Cambia la forma del cranio e cambia il destino della specie "Homo"? «Il mutamento fisico è ancora più evidente, è quantitativo ma soprattutto qualitativo. La parte anteriore del cranio è più sviluppata, rispetto a quella posteriore, e ciò comporta un maggiore afflusso di sangue, cioè di ossigeno, al cervello. Inoltre, mentre l’ominide degli anni più lontani camminava a quattro zampe, e quello dei climi umidi era sia bipede che arboricolo (si arrampicava sugli alberi), la specie Homo si distingue per la locomozione esclusivamente bipede. Ma, soprattutto, il cervello più sviluppato fa emergere comportamenti nuovi, in particolare la coscienza. Questa trasformazione avviene in maniera molto naturale, e c’è un particolare straordinariamente interessante: bastano piccoli aumenti della massa cerebrale umana a provocare splendidi aumenti delle facoltà mentali. Diceva Teilhard de Chardin: l’animale sa molte cose, ma l’uomo 'sa di sapere'. Il cambiamento morfologico e qualitativo del cranio, per adattarsi al cambiamento climatico, rende possibile la riflessione. È come se l’individuo della specie Homo si guardasse allo specÈ chio, per osservare la propria immagine riflessa. In quattro miliardi di anni, da quando sulla Terra è spuntata la vita, non si era mai visto nulla di simile ».

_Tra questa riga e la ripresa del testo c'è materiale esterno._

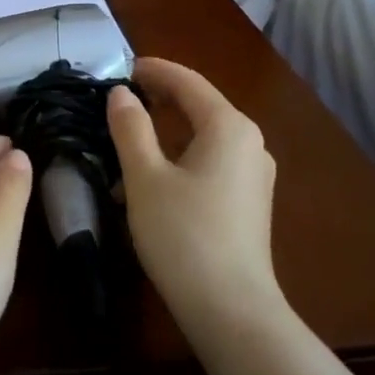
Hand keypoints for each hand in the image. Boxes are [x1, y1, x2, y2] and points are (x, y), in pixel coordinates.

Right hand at [107, 58, 278, 322]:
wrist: (231, 308)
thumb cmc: (183, 234)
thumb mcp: (145, 177)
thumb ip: (130, 128)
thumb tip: (121, 94)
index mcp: (229, 127)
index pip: (188, 82)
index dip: (154, 70)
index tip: (121, 66)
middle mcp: (249, 142)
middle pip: (200, 105)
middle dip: (160, 97)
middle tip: (121, 96)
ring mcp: (253, 174)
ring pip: (204, 136)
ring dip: (167, 130)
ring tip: (129, 135)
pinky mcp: (248, 201)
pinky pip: (211, 161)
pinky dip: (181, 155)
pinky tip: (152, 176)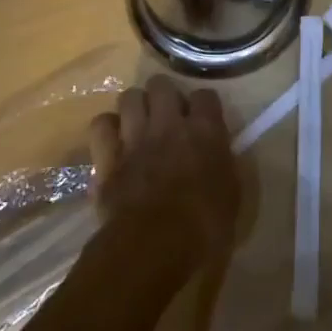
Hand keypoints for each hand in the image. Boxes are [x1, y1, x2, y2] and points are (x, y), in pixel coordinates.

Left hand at [88, 76, 239, 271]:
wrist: (154, 246)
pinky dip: (107, 129)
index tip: (203, 121)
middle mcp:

È il "salto ontologico" di cui parlava Giovanni Paolo II? «Gli anglosassoni dicono: "more sometimes is different", l’aumento quantitativo talvolta provoca un singolare effetto qualitativo. Dopo tanti piccoli gradini, salendo i quali l’uomo, volta per volta, si attesta un po’ più avanti rispetto alle creature preumane, ecco il cambiamento grandioso dal punto di vista intellettuale, culturale e spirituale: l’uomo è tutta un’altra cosa. Allora io sono naturalista ma non materialista. Ho studiato tanto gli animali, ho visto quando l’animale diventa uomo. Che percorso! Prima la materia inanimata che diventa sempre più complessa, poi la materia vivente, e alla fine si arriva alla materia che pensa. Sulle rive del fiume Omo, esplorato nell’800 dall’italiano Vittorio Bottego, ho documentato il passaggio da ominide a specie Homo. E così mi sono divertito a proporre un elementare gioco di parole: la mia scoperta si può definire l’evento dell’(H)Omo».

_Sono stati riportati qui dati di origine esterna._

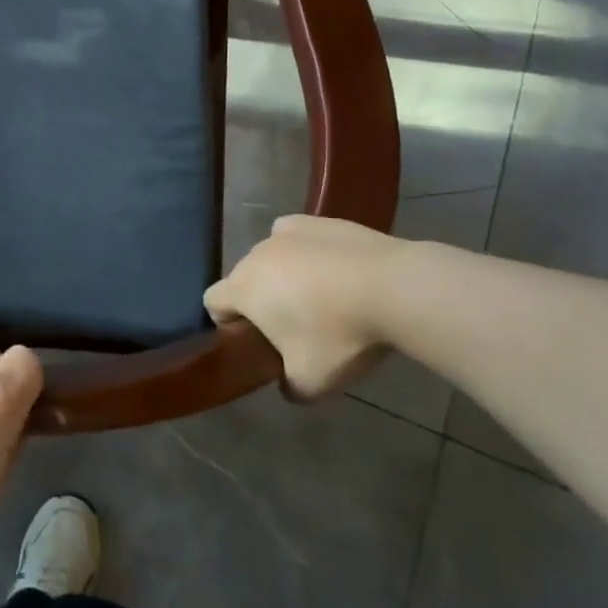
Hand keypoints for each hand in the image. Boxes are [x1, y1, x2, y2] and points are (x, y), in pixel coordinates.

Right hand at [204, 215, 401, 400]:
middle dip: (260, 301)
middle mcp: (255, 255)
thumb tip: (287, 385)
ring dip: (284, 276)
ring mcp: (285, 233)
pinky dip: (306, 251)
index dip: (227, 323)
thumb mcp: (312, 382)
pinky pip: (297, 238)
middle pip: (244, 279)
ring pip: (271, 258)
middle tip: (296, 326)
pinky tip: (332, 268)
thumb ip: (289, 387)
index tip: (257, 340)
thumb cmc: (340, 334)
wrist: (395, 287)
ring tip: (323, 297)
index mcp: (243, 289)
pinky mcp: (317, 221)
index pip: (212, 302)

Le ultime notizie dal fronte della paleontologia? «Si cerca l’incrocio tra scimmie prebonobo e ominidi pre-umani. Per trovare l’antenato comune bisogna risalire a due milioni di anni fa. E si è molto vicini al traguardo».
Dopo 150 anni, la teoria di Darwin va aggiornata? «Forse bisogna adeguarla alle nuove conoscenze scientifiche. Lui già aveva operato una sintesi delle idee affacciate da Jean Baptiste Lamarck, Alfred Wallace e Georges Buffon, sul "trasformismo". Ora siamo riusciti a entrare nel cuore della cellula, disponiamo di una massa imponente di informazioni genetiche. Le mutazioni sono casuali ma, quando avviene un forte cambiamento, per esempio di clima, che provoca stress, le mutazioni si moltiplicano enormemente; la selezione naturale viene facilitata e migliorata dallo stress».

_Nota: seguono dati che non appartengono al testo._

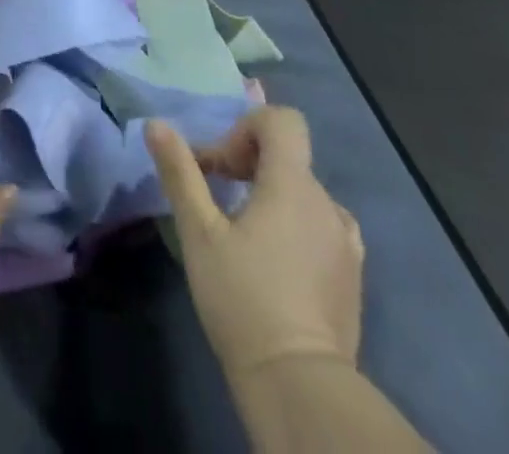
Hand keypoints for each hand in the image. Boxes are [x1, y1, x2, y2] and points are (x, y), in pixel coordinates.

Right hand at [147, 107, 363, 374]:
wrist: (300, 388)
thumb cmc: (243, 299)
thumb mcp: (199, 232)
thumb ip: (180, 173)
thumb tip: (156, 124)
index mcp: (293, 184)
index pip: (282, 121)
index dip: (247, 128)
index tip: (221, 167)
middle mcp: (326, 203)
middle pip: (287, 156)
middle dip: (247, 164)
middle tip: (216, 198)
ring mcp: (345, 242)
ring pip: (303, 193)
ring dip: (271, 196)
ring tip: (241, 233)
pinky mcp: (352, 277)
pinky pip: (321, 227)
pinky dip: (296, 226)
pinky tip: (274, 262)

Quali vantaggi scorge lei, da paleontologo, nella collaborazione tra scienza e fede?«L’evoluzione è un processo accertato. Ma l’emergere naturale della specie Homo ha fatto nascere il primo essere vivente dotato di un pensiero spirituale, morale, estetico. Io oso dire che questo evento è il grande 'regalo' che la scienza fa alla teologia e alla filosofia perché se ne occupino. La collaborazione è in atto».